So. Why do the Oceanic Six have to return? I think we can say with certainty that it is because they are a part of the island's history just as Sawyer and Locke and company are. That means if they aren't there to do what the did do, then they won't do what they did, and we'll have a serious time/space snarl on our hands.
Further, I'm guessing that this is the reason for all the "coincidences" that led them to get on that particular plane. I think it was orchestrated by the Guardians. These people were funneled onto that plane by human agents of fate because they HAD to be on that plane. Because they were. Another way of saying it would be that the world's fate depended on them being on that plane in the same way that it now depends on the six (seven? eight?) of them returning.
It's genius that nothing our heroes do in the past can change what will happen. It means that we can have our guys running around the timeline without worrying about the butterfly effect. They don't change things that happened. They are the reason that the things that did happen, happened. Only if they are NOT running around the timeline do we worry about a butterfly effect.
* Charles Widmore. Yep, he was an Other back in the 50s, reporting to Richard. That's the more obvious of the two big reveals this year, and the implications really are beyond my reckoning. Suffice it to say that at some point there was a rather sizable break between young Widmore and Richard. Perhaps there was a coup, perhaps he got banished. Perhaps he actually did become leader of the Others at some point but was supplanted. It's tough to say. But by the time Ben arrived, Dharma was obviously a reality, so either Widmore joined up with them while on-island, or Widmore had been booted off / left the island by that time, made a fortune, and founded Dharma. If it is the latter, that means that it is three times Widmore's found the island. First as an Other, next when Dharma came, and finally the freighter of doom.
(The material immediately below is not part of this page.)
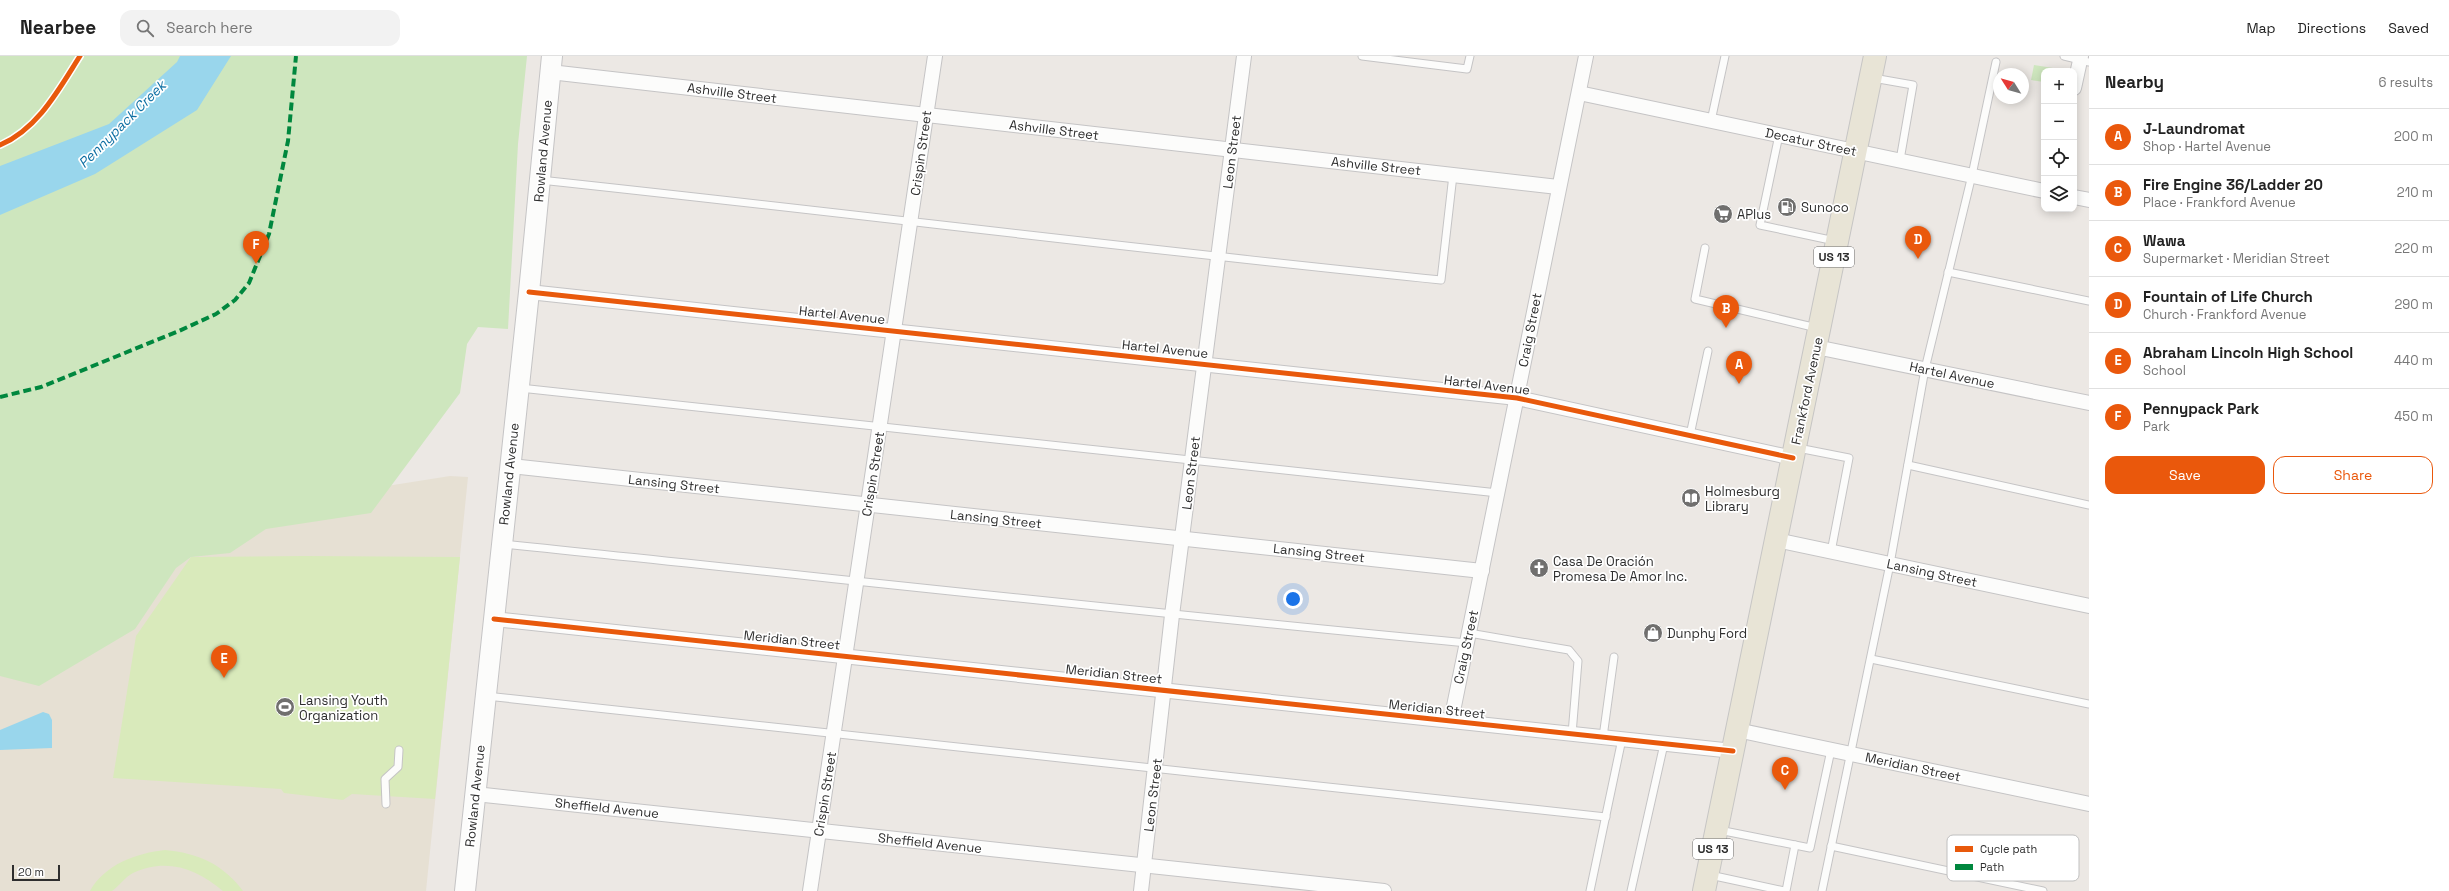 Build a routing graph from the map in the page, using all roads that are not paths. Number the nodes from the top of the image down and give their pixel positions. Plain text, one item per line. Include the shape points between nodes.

I also find it interesting that Desmond's trip to Widmore's office, which I thought would spell certain doom for our often bare-chested Scot, actually resulted only in acquiescence from Widmore, primarily stemming from concern for his daughter. I think in keeping with the paradigm-shift theme, we've just seen a different side of the man. He certainly seems more sympathetic and complex, and frankly more Ben-like, than ever before.
* Desmond & Penny. Well, they have a kid named Charlie. Not Charles, but Charlie, so I think he was named after Desmond's You All Everybody hobbit buddy and not Penny's father. At any rate, the kid definitely raises the stakes in this for Des and Penny, and leads to some very interesting conjectures . . . but more on that later.
How is that yacht going to go from Oxford to LA in 70 hours, exactly? Don't get me wrong, it's a nice yacht. But it's not a damn Concorde jet.
* Faraday. He's already lost one girlfriend to time sickness back in Britain, and now it looks like he's about to lose another. Why Charlotte and not our other time-shifters? Not sure. But here is what I want to say about Faraday. First, it seems almost 100% certain that his mother is Ms. Hawking, who we last saw locating the island in time (70 hrs. hence) and space (not sure where), and confirming for Ben that if the Oceanic Six et al., don't get BACK TO THE ISLAND in the next window, than the fate of the world is in doubt.
Also, that pixie-Other with the gun back in the 50s? The one Faraday thinks he sort of recognizes? Yeah, that's his mom. I mean, they didn't come out and say it, but that's what's going on. Book it.
Which means that both factions now battling for the island can be traced back to Widmore and Pixie Other. But the fact that Widmore was backing Faraday's work financially, and the fact that Widmore knows the current whereabouts of Ms. Hawking, apparently right down to the address and digits, suggests that these two factions are more closely entwined even in "present" day than we thought.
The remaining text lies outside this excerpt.